_Task details_
If a line of the records holds the word "MONTALE", copy it out.

_Excerpted records_
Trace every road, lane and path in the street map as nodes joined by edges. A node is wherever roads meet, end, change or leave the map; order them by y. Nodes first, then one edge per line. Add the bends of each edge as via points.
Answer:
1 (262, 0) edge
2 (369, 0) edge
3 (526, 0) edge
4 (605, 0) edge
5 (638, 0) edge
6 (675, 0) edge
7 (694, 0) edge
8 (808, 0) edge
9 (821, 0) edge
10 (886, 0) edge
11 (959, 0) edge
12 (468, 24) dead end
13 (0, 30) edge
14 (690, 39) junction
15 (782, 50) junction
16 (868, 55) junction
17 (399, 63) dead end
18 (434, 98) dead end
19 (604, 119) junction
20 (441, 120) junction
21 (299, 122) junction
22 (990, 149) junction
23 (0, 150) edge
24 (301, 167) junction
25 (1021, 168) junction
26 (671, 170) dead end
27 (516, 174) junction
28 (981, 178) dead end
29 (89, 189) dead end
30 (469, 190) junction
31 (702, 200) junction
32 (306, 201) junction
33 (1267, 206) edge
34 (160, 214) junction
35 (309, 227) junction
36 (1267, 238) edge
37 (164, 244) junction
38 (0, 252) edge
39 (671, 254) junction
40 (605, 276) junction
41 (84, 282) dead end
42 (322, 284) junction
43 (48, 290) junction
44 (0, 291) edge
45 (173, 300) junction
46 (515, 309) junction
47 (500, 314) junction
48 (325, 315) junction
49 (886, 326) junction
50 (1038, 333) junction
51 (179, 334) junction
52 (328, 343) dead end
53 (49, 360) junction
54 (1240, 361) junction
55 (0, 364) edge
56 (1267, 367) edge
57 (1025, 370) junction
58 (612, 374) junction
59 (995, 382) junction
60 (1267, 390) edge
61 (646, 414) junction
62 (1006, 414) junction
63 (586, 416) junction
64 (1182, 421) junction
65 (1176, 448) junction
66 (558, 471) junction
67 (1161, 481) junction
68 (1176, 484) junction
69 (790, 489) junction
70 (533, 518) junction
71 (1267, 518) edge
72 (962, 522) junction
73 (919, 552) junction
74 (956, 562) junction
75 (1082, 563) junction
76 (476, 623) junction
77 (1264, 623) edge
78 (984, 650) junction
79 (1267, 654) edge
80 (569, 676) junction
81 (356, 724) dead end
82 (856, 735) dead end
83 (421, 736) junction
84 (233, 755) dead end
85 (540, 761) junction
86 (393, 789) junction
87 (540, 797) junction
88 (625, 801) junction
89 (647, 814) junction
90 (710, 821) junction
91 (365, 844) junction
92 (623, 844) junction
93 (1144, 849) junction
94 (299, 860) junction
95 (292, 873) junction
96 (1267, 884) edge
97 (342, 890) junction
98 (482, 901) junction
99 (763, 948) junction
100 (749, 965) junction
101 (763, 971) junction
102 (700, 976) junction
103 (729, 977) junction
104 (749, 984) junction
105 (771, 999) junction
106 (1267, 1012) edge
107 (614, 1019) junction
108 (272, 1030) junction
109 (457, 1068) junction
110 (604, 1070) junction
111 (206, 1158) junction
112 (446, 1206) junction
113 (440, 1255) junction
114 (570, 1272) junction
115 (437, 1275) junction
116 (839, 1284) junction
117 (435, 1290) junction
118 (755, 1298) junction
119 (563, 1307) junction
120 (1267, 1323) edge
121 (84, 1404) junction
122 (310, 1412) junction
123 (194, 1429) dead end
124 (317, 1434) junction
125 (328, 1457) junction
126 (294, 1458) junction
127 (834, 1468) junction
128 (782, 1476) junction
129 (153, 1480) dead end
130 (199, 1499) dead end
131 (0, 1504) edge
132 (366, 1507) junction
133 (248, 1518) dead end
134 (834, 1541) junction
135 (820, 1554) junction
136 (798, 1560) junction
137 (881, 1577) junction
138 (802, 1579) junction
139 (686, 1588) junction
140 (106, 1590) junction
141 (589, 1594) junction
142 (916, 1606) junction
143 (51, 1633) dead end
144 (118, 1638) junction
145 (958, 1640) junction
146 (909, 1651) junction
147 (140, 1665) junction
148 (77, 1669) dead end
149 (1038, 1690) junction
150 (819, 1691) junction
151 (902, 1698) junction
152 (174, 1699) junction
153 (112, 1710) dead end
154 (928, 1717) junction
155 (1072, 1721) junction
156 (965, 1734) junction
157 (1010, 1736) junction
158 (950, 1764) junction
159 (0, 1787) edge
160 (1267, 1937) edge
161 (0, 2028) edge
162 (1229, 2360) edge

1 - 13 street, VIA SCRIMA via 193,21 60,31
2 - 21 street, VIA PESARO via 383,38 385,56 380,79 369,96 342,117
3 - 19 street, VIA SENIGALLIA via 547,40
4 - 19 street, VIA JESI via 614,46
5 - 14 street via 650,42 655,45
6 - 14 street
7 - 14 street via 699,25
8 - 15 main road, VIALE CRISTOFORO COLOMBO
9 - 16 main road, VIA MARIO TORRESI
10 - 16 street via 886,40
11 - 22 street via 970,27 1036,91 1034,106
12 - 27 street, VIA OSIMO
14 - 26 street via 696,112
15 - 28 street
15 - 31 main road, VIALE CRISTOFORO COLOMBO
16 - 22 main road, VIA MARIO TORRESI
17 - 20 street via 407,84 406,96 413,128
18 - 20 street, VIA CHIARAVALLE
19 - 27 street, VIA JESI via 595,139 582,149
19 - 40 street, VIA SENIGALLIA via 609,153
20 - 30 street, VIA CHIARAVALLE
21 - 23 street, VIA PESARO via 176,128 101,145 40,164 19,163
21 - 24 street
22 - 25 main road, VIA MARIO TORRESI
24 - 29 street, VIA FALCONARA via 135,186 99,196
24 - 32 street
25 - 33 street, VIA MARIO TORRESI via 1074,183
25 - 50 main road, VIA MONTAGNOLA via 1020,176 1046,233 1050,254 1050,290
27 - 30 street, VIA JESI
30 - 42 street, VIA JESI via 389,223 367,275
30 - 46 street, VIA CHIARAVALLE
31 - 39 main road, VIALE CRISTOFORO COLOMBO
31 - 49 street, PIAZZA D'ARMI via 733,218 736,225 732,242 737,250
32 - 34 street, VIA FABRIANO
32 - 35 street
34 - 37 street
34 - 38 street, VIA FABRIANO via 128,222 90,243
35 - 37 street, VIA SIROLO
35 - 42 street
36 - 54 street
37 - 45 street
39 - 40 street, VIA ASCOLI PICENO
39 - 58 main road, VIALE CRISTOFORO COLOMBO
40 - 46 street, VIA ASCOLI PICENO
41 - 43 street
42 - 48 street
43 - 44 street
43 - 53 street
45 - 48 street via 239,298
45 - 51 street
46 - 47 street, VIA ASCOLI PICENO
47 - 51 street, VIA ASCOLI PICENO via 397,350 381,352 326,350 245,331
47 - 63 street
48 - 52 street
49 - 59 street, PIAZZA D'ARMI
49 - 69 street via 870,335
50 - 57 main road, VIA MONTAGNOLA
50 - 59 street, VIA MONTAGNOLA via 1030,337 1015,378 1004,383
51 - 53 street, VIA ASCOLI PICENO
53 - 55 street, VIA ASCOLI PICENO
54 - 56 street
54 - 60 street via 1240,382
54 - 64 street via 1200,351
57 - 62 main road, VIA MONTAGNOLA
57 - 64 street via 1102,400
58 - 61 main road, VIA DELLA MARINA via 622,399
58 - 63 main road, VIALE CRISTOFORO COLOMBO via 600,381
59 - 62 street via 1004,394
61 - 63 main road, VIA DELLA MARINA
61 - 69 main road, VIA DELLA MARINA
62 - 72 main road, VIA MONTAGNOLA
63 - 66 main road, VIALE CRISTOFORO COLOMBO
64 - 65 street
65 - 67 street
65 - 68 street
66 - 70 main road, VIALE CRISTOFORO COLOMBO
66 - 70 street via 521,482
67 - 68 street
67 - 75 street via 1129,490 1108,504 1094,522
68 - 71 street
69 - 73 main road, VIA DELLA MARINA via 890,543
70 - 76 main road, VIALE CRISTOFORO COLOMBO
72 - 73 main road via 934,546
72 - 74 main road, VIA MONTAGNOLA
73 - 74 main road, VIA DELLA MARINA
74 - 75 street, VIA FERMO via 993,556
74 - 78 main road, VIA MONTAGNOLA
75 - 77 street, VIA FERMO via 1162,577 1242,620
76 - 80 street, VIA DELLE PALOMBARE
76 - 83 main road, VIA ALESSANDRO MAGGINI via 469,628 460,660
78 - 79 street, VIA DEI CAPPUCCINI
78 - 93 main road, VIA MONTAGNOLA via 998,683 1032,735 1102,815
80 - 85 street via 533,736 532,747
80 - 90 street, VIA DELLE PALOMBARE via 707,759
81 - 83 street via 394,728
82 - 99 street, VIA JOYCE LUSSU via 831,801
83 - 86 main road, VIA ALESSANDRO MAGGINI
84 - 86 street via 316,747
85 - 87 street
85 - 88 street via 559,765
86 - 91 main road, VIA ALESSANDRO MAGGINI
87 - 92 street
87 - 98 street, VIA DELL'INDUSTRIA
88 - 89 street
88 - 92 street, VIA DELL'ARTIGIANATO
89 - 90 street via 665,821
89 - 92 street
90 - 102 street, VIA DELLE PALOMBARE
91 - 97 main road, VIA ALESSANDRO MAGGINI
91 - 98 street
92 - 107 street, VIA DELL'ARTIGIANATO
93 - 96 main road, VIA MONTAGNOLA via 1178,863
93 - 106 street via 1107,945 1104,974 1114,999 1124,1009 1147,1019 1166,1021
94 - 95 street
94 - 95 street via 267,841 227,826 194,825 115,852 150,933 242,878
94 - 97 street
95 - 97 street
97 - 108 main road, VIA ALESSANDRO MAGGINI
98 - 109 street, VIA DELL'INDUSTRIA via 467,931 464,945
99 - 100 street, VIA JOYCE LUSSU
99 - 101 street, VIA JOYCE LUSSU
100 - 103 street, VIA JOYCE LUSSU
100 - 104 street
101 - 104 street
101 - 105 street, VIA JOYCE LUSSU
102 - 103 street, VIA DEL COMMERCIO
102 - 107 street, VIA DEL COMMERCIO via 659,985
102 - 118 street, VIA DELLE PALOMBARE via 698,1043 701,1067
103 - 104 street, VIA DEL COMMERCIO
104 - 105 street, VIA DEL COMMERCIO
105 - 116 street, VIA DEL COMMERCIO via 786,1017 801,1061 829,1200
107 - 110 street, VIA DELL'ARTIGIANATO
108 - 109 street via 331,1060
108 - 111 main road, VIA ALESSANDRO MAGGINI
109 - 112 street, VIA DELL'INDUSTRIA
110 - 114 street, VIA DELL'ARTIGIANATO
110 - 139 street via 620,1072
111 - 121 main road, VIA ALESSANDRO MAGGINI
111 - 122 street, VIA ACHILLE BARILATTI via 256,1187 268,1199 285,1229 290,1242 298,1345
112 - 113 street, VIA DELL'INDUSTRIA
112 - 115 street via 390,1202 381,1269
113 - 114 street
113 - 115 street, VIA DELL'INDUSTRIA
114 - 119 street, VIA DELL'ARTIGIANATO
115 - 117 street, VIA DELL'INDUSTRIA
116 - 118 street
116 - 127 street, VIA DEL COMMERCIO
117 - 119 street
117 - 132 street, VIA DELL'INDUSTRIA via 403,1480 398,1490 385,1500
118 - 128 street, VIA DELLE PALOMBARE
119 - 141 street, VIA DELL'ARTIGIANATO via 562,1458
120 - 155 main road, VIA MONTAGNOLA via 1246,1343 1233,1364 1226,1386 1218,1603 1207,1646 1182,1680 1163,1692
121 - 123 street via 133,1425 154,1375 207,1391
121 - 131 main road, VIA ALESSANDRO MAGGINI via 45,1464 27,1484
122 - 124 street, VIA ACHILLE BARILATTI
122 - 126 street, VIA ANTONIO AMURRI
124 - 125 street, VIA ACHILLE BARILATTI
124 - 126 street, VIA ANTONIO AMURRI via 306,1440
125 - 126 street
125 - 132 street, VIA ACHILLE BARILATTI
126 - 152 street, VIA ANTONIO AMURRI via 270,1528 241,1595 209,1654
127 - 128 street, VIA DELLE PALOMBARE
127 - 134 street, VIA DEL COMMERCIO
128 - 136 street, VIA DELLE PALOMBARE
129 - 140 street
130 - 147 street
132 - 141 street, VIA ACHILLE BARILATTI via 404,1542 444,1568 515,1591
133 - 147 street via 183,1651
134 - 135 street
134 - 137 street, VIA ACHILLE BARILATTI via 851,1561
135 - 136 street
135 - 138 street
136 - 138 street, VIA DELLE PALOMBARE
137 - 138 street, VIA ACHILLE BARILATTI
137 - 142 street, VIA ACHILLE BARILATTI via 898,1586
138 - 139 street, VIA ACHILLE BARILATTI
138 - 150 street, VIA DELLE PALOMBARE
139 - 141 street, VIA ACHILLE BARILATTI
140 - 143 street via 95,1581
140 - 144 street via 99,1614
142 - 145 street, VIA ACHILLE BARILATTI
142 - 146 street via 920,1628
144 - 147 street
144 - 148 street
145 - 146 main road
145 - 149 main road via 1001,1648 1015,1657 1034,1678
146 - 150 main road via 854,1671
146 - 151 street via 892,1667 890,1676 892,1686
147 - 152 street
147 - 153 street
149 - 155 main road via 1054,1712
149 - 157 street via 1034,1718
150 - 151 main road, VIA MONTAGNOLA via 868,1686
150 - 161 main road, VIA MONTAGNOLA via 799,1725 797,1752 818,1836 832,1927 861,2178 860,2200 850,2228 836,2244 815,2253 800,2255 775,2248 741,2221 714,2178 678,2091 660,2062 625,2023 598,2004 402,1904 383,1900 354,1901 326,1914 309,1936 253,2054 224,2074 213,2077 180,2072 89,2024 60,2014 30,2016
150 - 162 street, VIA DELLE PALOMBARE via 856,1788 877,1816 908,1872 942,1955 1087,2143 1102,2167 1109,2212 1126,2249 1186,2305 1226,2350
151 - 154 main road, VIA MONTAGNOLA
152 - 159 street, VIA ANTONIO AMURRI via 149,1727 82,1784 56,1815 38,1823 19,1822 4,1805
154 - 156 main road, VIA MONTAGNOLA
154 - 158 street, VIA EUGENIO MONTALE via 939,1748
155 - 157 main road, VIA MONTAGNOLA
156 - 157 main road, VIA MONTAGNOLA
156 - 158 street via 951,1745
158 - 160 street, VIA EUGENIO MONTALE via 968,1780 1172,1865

_Written answer_
154 - 158 street, VIA EUGENIO MONTALE via 939,1748
158 - 160 street, VIA EUGENIO MONTALE via 968,1780 1172,1865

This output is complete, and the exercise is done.